* Required work
Every line of the material needs an exact copy, apart from the images.

* Data extracts
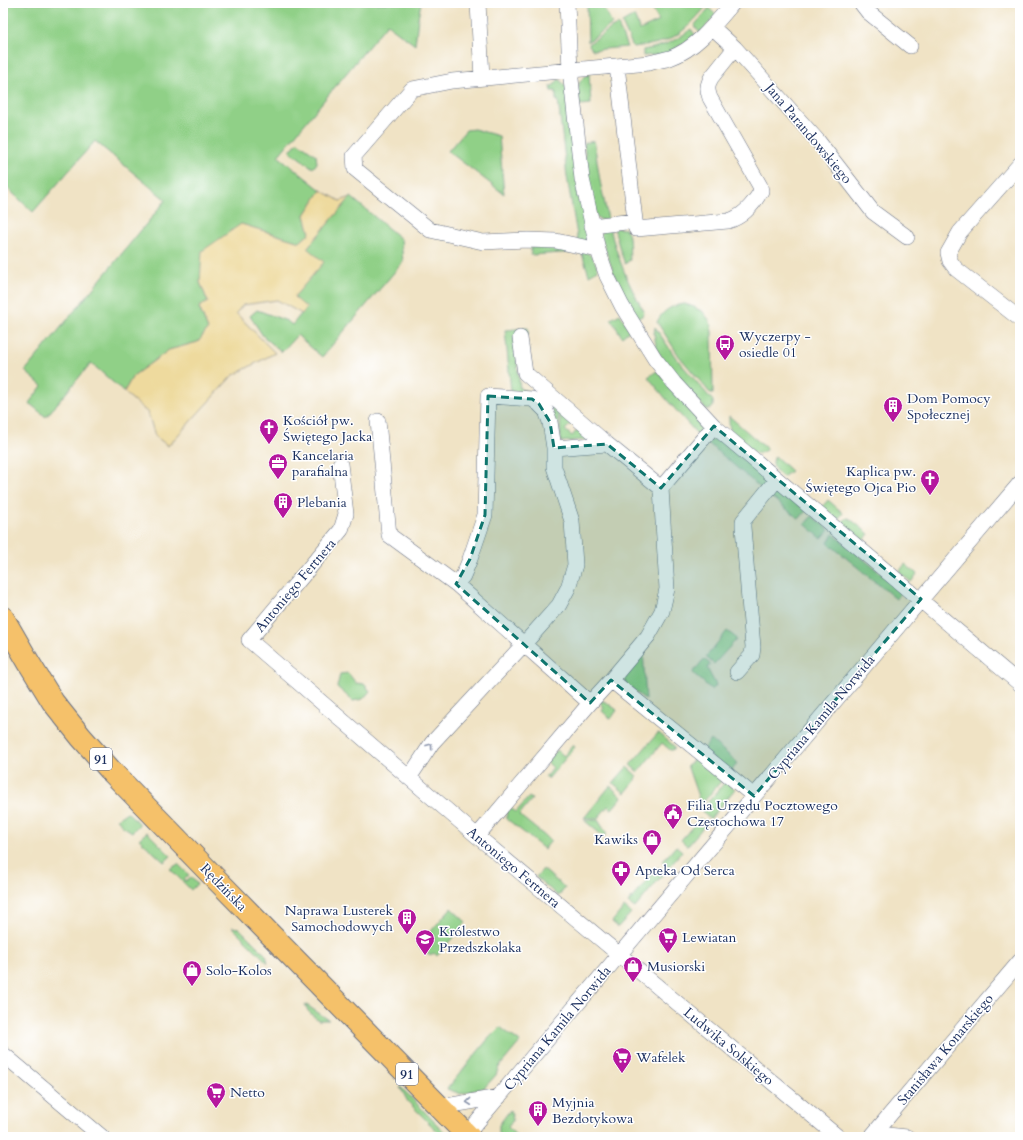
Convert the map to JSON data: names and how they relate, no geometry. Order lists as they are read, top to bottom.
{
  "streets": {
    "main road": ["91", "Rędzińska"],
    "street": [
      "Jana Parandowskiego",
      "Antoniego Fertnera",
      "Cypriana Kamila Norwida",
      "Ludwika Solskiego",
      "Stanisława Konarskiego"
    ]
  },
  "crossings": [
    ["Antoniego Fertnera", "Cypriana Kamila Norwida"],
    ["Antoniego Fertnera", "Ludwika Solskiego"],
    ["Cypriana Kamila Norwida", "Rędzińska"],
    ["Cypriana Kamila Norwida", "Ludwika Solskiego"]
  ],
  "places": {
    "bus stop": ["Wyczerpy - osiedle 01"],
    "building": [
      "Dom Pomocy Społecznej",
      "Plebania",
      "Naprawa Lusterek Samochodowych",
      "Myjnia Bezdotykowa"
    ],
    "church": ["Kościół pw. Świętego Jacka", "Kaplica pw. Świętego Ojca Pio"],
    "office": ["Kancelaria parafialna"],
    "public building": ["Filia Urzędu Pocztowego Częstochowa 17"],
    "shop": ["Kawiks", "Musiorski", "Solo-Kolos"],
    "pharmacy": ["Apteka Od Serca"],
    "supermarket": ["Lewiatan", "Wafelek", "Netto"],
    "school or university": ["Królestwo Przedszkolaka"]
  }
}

* Solution
Convert the map to JSON data: names and how they relate, no geometry. Order lists as they are read, top to bottom.
{
  "streets": {
    "main road": ["91", "Rędzińska"],
    "street": [
      "Jana Parandowskiego",
      "Antoniego Fertnera",
      "Cypriana Kamila Norwida",
      "Ludwika Solskiego",
      "Stanisława Konarskiego"
    ]
  },
  "crossings": [
    ["Antoniego Fertnera", "Cypriana Kamila Norwida"],
    ["Antoniego Fertnera", "Ludwika Solskiego"],
    ["Cypriana Kamila Norwida", "Rędzińska"],
    ["Cypriana Kamila Norwida", "Ludwika Solskiego"]
  ],
  "places": {
    "bus stop": ["Wyczerpy - osiedle 01"],
    "building": [
      "Dom Pomocy Społecznej",
      "Plebania",
      "Naprawa Lusterek Samochodowych",
      "Myjnia Bezdotykowa"
    ],
    "church": ["Kościół pw. Świętego Jacka", "Kaplica pw. Świętego Ojca Pio"],
    "office": ["Kancelaria parafialna"],
    "public building": ["Filia Urzędu Pocztowego Częstochowa 17"],
    "shop": ["Kawiks", "Musiorski", "Solo-Kolos"],
    "pharmacy": ["Apteka Od Serca"],
    "supermarket": ["Lewiatan", "Wafelek", "Netto"],
    "school or university": ["Królestwo Przedszkolaka"]
  }
}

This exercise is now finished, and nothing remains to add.